Assigned task:
Copy out each line of the data holding "Tezozomoc".

[Saved data entries]
***

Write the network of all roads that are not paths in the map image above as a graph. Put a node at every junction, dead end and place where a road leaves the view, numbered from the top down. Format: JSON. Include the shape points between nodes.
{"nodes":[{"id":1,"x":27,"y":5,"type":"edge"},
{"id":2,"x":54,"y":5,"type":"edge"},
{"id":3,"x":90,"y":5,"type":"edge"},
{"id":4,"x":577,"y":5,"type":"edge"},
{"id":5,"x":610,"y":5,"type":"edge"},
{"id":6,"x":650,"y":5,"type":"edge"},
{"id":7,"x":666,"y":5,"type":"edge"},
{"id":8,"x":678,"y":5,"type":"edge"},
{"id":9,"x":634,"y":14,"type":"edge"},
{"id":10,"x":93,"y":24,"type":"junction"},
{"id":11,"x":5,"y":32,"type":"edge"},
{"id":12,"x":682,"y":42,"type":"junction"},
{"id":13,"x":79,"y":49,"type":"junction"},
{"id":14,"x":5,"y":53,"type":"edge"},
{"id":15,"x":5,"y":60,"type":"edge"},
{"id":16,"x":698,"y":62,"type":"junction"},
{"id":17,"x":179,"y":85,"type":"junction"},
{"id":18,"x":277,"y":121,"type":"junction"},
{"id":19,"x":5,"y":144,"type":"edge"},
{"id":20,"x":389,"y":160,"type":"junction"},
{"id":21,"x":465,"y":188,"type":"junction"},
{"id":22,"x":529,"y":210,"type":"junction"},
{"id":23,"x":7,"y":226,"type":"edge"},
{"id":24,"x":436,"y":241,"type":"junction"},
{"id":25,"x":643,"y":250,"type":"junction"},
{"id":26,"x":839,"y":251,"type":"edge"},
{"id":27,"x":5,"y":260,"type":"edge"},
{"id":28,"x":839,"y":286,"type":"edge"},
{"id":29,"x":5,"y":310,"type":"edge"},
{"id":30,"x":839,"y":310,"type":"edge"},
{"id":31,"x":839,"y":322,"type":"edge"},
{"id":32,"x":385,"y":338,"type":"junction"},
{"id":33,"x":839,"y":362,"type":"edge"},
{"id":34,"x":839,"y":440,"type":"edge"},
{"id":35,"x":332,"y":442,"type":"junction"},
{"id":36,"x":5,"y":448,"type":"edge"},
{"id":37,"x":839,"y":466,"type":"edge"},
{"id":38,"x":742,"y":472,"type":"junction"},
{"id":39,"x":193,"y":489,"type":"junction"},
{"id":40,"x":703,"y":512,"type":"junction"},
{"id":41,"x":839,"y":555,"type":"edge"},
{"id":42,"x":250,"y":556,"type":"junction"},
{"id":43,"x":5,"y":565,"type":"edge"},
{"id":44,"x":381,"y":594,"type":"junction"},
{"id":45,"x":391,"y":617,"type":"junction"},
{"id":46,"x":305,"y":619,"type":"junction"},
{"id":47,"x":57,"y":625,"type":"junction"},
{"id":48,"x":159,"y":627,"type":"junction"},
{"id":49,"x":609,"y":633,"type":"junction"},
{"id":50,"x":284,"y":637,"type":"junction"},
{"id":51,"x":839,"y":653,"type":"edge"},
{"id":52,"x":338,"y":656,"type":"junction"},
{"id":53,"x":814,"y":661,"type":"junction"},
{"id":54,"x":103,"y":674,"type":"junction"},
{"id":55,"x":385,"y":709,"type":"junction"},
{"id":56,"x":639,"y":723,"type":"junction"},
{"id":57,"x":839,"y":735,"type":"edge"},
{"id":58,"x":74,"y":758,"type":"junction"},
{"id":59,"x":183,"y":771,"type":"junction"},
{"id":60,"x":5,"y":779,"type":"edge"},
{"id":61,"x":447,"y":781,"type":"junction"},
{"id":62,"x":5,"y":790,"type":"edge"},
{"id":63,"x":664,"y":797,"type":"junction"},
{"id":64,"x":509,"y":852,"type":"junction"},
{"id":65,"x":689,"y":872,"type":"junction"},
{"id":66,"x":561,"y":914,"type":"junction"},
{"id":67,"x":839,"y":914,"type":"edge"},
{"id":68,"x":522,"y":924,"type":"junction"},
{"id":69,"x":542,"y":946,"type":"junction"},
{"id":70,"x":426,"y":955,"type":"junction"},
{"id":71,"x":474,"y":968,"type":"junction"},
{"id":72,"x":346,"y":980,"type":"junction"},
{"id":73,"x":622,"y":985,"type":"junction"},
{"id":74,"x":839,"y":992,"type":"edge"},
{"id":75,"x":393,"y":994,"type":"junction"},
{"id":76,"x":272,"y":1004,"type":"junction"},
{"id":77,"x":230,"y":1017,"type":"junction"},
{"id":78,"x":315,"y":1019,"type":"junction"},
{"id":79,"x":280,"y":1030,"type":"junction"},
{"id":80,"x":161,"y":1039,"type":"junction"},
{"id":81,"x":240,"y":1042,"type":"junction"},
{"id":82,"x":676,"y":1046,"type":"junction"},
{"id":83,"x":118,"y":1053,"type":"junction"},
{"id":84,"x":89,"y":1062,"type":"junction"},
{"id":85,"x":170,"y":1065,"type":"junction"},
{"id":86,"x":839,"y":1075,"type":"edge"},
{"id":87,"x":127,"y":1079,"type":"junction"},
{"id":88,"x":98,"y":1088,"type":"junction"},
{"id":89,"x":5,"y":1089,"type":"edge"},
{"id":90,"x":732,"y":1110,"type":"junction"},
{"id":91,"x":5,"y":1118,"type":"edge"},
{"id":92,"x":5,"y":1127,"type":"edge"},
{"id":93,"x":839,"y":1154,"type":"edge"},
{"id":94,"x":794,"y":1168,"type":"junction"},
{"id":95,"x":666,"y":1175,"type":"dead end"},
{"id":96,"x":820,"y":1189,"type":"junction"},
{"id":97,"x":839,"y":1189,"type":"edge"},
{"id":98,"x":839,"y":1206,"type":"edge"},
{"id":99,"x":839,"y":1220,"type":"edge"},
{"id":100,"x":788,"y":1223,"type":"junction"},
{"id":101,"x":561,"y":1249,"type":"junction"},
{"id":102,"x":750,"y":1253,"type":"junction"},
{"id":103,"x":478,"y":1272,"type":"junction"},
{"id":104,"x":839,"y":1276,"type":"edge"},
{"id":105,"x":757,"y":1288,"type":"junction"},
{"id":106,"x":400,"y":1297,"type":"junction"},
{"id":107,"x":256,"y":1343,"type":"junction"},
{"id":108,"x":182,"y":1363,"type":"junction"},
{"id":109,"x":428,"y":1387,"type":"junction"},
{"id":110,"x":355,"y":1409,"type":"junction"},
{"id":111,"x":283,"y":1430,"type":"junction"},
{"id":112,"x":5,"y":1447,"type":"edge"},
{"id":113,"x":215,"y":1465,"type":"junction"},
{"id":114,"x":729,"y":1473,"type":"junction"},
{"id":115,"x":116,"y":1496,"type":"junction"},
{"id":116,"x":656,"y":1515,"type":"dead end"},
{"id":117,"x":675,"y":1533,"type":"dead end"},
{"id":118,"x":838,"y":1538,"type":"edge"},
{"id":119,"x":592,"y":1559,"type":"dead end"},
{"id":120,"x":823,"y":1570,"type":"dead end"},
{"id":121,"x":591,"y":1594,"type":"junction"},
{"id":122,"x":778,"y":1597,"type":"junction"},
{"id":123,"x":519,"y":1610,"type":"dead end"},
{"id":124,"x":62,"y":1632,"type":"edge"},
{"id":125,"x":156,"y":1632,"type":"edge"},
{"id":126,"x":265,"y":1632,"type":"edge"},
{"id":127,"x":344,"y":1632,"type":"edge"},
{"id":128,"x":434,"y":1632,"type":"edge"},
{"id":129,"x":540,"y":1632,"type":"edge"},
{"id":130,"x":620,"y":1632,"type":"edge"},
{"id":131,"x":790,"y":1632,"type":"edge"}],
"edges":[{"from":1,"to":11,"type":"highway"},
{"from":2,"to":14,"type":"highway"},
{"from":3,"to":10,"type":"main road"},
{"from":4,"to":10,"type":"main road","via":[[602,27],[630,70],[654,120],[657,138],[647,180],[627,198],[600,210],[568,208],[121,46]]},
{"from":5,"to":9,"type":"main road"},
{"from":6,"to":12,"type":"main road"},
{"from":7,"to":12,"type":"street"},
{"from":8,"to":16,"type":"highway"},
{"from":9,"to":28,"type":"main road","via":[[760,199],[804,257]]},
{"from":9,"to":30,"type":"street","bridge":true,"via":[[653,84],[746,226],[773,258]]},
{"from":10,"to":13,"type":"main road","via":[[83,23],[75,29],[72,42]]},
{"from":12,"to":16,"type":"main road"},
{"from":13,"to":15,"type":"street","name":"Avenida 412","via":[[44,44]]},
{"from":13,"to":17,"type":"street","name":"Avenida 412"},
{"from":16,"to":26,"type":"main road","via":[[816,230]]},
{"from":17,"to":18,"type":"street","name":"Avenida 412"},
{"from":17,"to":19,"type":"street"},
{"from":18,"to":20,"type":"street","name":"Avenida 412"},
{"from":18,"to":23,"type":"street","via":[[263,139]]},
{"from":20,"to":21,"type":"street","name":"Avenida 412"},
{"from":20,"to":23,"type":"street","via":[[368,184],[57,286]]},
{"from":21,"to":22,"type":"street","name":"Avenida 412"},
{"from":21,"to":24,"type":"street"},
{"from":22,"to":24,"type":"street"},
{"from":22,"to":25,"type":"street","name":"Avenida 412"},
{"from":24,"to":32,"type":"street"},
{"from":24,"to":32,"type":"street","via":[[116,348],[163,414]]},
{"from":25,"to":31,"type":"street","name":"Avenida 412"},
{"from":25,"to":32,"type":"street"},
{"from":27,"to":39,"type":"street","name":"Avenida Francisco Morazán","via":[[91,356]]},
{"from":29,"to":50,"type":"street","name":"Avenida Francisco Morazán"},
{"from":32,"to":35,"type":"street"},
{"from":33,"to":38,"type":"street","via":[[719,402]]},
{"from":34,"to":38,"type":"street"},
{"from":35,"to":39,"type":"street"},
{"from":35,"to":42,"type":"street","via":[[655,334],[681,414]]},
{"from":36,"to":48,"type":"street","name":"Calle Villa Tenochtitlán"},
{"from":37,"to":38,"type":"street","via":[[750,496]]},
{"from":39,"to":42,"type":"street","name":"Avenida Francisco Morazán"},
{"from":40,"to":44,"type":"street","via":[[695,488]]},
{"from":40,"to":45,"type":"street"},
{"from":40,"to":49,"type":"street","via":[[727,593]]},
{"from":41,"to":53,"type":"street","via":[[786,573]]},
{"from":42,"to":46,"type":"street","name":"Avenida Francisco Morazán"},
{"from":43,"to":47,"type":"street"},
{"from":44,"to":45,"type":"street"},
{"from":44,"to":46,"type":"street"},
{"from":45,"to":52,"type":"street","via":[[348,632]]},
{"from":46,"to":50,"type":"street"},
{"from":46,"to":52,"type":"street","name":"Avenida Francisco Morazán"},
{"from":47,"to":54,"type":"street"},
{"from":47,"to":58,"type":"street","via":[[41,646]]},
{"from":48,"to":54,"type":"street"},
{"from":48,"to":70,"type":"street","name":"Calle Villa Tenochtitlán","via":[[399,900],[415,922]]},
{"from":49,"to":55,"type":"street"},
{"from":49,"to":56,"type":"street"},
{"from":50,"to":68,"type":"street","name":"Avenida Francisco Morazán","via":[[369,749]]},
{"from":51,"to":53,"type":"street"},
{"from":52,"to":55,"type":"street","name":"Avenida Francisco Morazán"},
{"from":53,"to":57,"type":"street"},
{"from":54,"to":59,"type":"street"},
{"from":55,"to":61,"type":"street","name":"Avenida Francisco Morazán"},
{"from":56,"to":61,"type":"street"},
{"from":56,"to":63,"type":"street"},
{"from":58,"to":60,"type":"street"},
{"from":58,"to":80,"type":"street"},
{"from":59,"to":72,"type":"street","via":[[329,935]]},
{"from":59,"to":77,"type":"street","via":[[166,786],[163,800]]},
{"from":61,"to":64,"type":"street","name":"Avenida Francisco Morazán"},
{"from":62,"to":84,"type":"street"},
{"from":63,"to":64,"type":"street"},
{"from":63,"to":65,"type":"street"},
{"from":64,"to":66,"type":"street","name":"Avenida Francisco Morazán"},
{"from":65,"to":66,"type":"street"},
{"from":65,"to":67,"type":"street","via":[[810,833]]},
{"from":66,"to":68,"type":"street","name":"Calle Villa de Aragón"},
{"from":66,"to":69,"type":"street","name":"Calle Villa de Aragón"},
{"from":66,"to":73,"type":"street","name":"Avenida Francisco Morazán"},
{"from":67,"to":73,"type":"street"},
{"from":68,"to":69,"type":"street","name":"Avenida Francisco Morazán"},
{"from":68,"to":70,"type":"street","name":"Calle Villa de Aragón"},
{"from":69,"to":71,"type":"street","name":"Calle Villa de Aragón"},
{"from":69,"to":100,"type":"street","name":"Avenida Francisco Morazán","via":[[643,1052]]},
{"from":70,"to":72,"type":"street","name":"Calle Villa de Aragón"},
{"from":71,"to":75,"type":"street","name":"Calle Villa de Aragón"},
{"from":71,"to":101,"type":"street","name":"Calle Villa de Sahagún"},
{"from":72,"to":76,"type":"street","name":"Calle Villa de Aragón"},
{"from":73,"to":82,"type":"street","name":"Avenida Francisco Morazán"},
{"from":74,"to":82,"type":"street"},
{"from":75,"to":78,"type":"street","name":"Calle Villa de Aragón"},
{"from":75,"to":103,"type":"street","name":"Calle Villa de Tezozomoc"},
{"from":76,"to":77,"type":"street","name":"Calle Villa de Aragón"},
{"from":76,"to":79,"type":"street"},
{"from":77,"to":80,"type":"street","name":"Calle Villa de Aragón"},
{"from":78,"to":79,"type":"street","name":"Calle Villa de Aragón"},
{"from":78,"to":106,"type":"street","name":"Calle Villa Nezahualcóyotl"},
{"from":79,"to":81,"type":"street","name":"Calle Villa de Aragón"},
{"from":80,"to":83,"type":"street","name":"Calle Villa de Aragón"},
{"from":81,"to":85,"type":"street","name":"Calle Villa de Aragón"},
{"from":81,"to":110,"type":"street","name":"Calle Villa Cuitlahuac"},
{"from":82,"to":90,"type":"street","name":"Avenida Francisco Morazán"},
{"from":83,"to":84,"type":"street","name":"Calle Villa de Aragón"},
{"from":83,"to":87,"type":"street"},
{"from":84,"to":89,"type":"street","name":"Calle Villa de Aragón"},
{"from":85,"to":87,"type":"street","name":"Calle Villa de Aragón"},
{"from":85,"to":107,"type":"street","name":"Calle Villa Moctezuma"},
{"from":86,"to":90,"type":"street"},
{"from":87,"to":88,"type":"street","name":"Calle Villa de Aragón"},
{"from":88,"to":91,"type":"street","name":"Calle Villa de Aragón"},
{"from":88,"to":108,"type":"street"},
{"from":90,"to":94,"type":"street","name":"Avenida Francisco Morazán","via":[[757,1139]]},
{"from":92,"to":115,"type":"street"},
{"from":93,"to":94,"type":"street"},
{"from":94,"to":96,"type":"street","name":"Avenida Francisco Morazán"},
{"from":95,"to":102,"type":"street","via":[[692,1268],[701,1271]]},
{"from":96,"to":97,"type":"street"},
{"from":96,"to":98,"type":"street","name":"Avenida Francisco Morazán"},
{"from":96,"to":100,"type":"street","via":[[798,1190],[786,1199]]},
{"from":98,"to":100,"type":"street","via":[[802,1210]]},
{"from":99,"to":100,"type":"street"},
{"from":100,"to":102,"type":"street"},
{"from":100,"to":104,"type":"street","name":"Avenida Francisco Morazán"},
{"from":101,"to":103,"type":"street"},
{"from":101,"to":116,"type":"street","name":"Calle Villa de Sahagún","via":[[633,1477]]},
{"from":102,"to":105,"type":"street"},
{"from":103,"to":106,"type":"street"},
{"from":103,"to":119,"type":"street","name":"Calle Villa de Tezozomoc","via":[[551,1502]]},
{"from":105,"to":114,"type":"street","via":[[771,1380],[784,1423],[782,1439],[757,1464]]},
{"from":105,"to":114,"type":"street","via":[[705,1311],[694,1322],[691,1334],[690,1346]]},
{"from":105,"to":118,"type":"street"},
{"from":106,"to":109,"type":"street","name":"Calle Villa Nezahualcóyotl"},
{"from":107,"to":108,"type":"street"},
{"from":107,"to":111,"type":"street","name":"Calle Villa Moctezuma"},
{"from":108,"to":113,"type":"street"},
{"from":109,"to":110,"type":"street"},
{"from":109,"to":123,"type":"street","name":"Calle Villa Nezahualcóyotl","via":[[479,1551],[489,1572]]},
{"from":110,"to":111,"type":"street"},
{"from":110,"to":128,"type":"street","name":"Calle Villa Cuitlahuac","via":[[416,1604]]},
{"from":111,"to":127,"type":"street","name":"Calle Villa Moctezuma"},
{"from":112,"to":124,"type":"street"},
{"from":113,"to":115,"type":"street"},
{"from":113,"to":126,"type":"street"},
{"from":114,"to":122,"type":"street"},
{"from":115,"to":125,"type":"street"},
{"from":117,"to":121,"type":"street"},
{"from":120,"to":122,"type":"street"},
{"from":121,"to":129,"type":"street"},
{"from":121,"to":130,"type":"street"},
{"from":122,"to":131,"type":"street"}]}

***

Task result:
{"from":75,"to":103,"type":"street","name":"Calle Villa de Tezozomoc"},
{"from":103,"to":119,"type":"street","name":"Calle Villa de Tezozomoc","via":[[551,1502]]},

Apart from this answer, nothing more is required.